Some Thoughts on Budgeting for A New Nonprofit

Sections of this topic

    This is a follow up to last week’s post on “special event income.”

    The person who asked the question that engendered that posting didn’t provide enough information for me to be able to address her specific circumstances.

    So, I got another note, expressing disappointment … and maybe a little annoyance.

    This time my correspondent wrote: “I was asked to develop a budget for a small project ($30,000 a year). We have designed and embarked upon a campaign of grant writing and solicitation of yearly pledges (from individuals and organizations) to fund the program. I believed that part of our campaign should also include fundraisers and special events because our clients are teenagers and we hope to involve them in such endeavors to teach them leadership skills, and to help them become materially involved in the maintenance of the project.”

    I’ve already responded to that additional information – an edited version follows.

    I do and will always object to “fundraisers,” but I’ll come back to that later.

    The most important issue/concept noted above is that the purpose of the activities that will involve teenagers is to involve teenagers. If you call those activities “fundraisers” or “special events,” that’s of little importance.

    Getting the kids involved in an activity supporting the organization’s mission is major.
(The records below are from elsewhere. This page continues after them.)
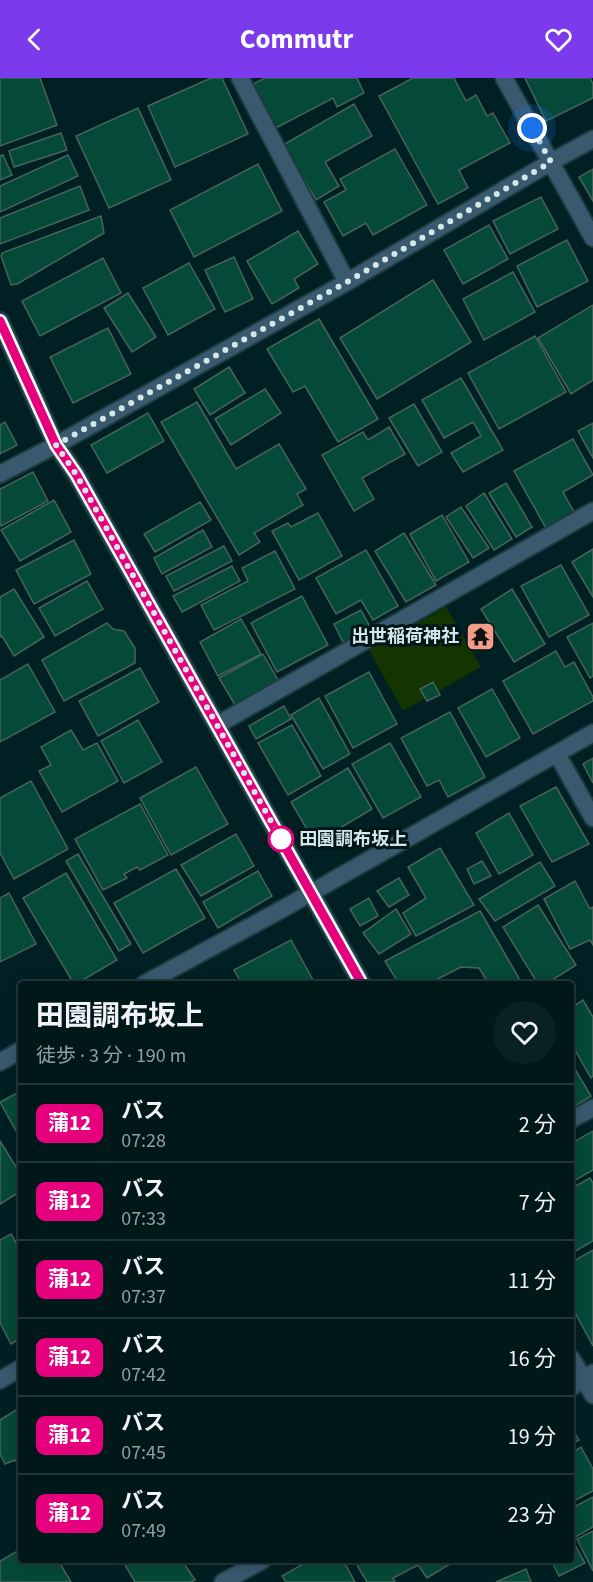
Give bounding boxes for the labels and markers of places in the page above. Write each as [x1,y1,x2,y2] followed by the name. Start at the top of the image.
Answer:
[464,620,496,652] temple icon: 出世稲荷神社
[351,624,459,649] place label: 出世稲荷神社
[268,826,294,852] marker: 田園調布坂上
[299,827,407,852] place label: 田園調布坂上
If the activity raises money, all the better, but that shouldn’t be the main objective … and you shouldn’t count on the income from that activity.

    If you budget for the activity, you budget it as an expense, with no anticipated income … ’cause you haven’t done it before and you cannot put guesswork into a budget.
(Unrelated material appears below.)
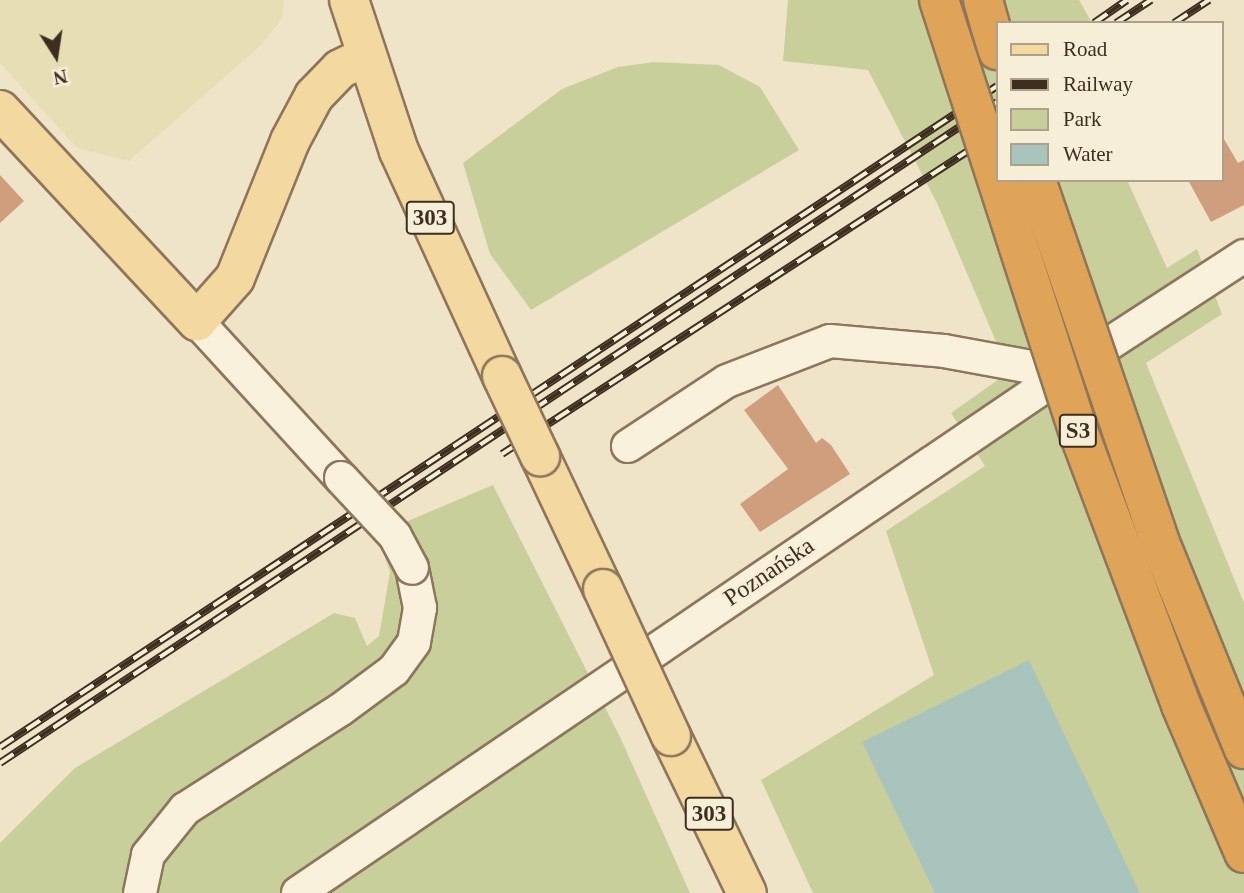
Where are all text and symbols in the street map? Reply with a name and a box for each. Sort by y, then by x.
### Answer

    You cannot, in fact, include anything in a budget for which you don’t have firm evidence … specifically, income figures. And, before you can develop a budget that lists specific expenses and a total expense figure, you have to know if you’re going to have the money to engage in those activities that you’ve listed in the budget.

    Reliance on “fundraisers” is dangerous, as there is rarely any assurance they will generate the same (or more, or any) income every year.

    If a nonprofit organization is to survive beyond the first few years, there must be a solid plan — what you want to do and how you’re (actually) going to get the money to do that, but not wishful thinking.

    A published budget (and everything a nonprofit does, except for client information) is or will become public knowledge. You can’t put a budget out there, then fail to do what you said you were going to do and/or fail to raise the funds needed to do it.

    If that happens, the NPO loses all credibility and a great percentage of their supporters/donors, especially from foundations and wealthy individuals.

    So, I have to add, again, there is no percentage of a nonprofit’s budget that should be based on income from “fundraisers” and/or untested “special events.”

    And, if you are thinking about grants, I suggest you take a look at Lynn deLearie’s ebook on Grants & Grantsmanship. It’ll save you much time and effort, and probably some money.

    Have a comment or a question about starting, evaluating or expanding your fundraising program? AskHank
    Want to learn more about the basics of Special Events?
    Take a look at the ebook, Special Events
    Looking for some fundraising Guidance for the New Nonprofit
    take a look at that ebook.
    They are part of
    The Fundraising Series of ebooks.

    If you’re reading this on-line and you would like to comment/expand on the above, or would just like to offer your thoughts on the subject of this posting, we encourage you to “Leave a Reply” at the bottom of this page, click on the feedback link at the top of the page, or send an email to the author of this posting. If you’ve received this posting as an email, click on the email link (above) to communicate with the author.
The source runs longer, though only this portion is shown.